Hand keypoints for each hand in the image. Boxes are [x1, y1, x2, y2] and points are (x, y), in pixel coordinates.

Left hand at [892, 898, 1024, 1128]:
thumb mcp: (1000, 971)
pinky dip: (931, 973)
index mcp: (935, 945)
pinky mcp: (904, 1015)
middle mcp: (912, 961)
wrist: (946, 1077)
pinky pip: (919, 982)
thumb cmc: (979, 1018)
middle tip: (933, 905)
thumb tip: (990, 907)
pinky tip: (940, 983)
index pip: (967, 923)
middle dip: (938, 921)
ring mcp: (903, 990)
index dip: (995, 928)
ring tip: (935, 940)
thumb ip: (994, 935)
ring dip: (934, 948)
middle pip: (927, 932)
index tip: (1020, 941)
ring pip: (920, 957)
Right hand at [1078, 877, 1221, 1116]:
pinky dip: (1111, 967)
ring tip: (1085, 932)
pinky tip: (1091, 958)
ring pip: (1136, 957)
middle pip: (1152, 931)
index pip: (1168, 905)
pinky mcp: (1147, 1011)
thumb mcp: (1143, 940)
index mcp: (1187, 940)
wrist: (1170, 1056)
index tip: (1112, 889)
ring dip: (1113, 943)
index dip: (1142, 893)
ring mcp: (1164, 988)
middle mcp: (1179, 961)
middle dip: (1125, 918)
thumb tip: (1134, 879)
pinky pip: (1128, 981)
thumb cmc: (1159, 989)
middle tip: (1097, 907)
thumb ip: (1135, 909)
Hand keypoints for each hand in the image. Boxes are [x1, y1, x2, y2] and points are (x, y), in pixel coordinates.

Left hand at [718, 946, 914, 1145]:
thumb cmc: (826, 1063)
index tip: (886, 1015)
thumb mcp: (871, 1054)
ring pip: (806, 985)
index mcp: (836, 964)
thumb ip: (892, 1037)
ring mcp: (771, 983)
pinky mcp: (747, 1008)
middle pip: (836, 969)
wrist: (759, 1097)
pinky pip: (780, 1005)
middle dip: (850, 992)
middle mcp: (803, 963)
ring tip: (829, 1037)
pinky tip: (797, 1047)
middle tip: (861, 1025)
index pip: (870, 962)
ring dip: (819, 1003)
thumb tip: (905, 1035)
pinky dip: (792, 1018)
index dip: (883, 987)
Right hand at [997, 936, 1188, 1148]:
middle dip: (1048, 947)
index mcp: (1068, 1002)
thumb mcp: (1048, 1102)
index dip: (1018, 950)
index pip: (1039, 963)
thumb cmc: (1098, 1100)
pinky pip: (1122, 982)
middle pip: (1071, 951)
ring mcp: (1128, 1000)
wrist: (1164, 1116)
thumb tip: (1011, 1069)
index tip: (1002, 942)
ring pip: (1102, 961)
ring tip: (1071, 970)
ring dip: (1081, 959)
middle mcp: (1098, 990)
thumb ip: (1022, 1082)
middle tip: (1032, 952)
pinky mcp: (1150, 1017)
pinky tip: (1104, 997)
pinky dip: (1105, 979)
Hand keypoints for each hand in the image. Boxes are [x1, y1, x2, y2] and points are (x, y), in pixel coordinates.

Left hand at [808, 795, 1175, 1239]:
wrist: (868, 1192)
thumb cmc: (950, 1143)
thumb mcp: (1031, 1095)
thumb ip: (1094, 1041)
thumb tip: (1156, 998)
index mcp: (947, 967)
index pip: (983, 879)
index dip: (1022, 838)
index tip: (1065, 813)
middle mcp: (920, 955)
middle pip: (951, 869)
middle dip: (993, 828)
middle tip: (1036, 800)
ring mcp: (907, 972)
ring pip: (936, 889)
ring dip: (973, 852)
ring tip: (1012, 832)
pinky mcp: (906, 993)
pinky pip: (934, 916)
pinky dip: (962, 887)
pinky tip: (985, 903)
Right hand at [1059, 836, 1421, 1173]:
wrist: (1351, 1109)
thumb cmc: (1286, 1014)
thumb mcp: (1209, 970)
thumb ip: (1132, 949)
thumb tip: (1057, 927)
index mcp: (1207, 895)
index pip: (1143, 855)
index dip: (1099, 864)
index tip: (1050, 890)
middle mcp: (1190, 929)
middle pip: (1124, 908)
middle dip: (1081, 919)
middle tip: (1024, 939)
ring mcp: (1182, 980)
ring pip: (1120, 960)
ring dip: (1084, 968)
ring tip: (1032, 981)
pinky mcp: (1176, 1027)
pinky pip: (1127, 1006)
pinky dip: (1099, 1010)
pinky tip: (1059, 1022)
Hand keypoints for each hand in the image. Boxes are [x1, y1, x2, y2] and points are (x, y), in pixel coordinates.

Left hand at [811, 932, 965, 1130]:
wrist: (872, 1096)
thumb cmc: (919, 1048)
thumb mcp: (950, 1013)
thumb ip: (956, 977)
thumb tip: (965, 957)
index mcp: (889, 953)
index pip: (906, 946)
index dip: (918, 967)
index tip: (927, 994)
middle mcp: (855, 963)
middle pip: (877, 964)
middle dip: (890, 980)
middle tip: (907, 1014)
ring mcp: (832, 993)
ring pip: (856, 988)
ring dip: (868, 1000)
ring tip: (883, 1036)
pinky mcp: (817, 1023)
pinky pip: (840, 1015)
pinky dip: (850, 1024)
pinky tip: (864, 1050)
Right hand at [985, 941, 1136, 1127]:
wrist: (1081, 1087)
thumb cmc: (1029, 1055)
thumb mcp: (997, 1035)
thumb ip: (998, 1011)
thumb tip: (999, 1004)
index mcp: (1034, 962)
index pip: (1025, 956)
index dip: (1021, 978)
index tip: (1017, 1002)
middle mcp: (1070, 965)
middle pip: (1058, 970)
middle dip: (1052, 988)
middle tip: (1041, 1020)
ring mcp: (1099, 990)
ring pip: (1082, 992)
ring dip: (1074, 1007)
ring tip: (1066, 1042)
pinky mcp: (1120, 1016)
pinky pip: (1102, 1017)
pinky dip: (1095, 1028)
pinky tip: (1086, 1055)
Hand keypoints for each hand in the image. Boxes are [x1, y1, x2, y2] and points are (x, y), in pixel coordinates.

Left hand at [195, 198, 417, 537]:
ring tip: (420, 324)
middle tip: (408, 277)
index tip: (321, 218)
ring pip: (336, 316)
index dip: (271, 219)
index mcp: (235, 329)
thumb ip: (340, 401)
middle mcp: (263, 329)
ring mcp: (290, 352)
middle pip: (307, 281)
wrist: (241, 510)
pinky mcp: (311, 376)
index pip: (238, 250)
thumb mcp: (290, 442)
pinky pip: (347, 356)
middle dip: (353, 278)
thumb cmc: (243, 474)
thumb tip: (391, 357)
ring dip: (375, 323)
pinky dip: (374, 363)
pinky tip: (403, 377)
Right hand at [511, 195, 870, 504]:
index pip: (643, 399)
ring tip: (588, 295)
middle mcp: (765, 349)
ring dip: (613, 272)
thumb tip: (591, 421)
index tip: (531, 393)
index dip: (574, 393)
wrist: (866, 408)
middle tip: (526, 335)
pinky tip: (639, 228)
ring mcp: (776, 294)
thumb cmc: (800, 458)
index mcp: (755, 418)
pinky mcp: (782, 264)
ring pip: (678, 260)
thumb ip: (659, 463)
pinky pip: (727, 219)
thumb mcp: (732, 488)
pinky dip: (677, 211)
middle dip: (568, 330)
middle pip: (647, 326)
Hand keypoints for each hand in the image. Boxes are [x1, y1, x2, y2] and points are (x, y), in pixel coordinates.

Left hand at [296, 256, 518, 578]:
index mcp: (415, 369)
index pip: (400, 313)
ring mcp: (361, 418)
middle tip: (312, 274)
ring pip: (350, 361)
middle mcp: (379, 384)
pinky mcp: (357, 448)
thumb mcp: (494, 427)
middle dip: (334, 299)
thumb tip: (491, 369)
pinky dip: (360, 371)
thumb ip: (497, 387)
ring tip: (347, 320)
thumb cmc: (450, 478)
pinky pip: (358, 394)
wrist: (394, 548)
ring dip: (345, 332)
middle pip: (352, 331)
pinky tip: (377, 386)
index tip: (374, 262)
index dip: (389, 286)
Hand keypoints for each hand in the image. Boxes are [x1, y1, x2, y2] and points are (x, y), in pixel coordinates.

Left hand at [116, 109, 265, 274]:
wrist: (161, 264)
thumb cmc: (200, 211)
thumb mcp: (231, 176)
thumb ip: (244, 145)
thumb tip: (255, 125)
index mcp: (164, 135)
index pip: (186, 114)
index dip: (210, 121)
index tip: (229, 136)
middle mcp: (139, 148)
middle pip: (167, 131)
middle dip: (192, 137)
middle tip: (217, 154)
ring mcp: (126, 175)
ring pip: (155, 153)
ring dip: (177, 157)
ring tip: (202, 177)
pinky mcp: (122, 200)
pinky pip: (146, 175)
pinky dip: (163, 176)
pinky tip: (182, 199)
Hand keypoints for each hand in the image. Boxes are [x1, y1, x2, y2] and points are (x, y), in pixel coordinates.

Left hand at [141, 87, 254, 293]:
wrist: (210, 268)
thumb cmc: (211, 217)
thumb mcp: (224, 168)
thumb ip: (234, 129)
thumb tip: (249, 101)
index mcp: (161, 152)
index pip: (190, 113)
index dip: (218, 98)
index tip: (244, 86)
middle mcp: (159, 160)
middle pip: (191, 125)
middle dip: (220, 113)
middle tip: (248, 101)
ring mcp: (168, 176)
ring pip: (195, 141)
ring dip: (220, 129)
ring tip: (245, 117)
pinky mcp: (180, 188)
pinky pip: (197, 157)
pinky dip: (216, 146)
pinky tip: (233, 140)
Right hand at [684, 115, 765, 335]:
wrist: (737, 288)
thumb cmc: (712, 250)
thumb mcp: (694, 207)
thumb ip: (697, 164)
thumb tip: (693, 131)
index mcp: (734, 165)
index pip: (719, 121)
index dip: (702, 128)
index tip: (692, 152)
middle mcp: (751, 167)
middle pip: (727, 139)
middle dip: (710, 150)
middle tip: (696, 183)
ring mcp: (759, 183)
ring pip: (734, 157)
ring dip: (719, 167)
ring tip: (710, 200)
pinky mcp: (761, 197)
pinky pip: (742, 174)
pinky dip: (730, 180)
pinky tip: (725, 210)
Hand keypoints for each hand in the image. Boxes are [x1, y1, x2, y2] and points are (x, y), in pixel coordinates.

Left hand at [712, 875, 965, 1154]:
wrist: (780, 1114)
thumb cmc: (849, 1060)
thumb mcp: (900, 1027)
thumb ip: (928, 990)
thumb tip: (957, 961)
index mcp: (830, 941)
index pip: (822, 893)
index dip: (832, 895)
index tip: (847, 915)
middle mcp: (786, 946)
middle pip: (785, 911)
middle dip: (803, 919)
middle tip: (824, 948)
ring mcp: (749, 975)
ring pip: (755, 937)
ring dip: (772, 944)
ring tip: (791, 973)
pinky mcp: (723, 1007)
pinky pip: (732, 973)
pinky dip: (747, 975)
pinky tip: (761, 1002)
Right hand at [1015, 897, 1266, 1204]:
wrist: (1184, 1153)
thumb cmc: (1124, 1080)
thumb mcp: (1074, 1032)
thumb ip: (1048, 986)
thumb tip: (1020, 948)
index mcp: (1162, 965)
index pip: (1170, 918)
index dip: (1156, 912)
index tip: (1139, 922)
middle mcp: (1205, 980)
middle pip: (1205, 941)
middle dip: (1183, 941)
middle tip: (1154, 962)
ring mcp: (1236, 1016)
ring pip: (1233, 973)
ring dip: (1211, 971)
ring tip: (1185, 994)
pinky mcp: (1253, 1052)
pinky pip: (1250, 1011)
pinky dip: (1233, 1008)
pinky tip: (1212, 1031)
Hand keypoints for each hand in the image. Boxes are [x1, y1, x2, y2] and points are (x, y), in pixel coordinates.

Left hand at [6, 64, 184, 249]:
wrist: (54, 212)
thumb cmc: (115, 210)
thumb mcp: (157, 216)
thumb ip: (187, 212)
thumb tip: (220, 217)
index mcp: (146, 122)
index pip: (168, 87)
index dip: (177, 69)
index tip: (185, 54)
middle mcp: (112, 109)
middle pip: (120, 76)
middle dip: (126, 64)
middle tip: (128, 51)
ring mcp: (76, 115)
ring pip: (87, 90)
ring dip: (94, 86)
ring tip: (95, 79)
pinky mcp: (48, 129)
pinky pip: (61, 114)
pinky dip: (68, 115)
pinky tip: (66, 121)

═══

WORK INSTRUCTION:
Working from the records above, write out verbatim only the lines from the line containing "middle pip: (951, 869)" through the line containing "pinky mcp: (1176, 1027)".

TASK SOLUTION:
middle pip: (951, 869)
middle dip: (993, 828)
middle tip: (1036, 800)
ring mcp: (907, 972)
ring pip: (936, 889)
ring dip: (973, 852)
ring tip: (1012, 832)
pinky mcp: (906, 993)
pinky pip: (934, 916)
pinky dip: (962, 887)
pinky tip: (985, 903)
Right hand at [1059, 836, 1421, 1173]:
wrist: (1351, 1109)
thumb cmc: (1286, 1014)
thumb mcp: (1209, 970)
thumb ip: (1132, 949)
thumb tip: (1057, 927)
index mcp: (1207, 895)
index pip: (1143, 855)
index dip: (1099, 864)
index tip: (1050, 890)
middle mcp: (1190, 929)
middle pip: (1124, 908)
middle dip: (1081, 919)
middle tip: (1024, 939)
ring mcp: (1182, 980)
ring pip: (1120, 960)
ring dip: (1084, 968)
ring tip: (1032, 981)
pinky mcp: (1176, 1027)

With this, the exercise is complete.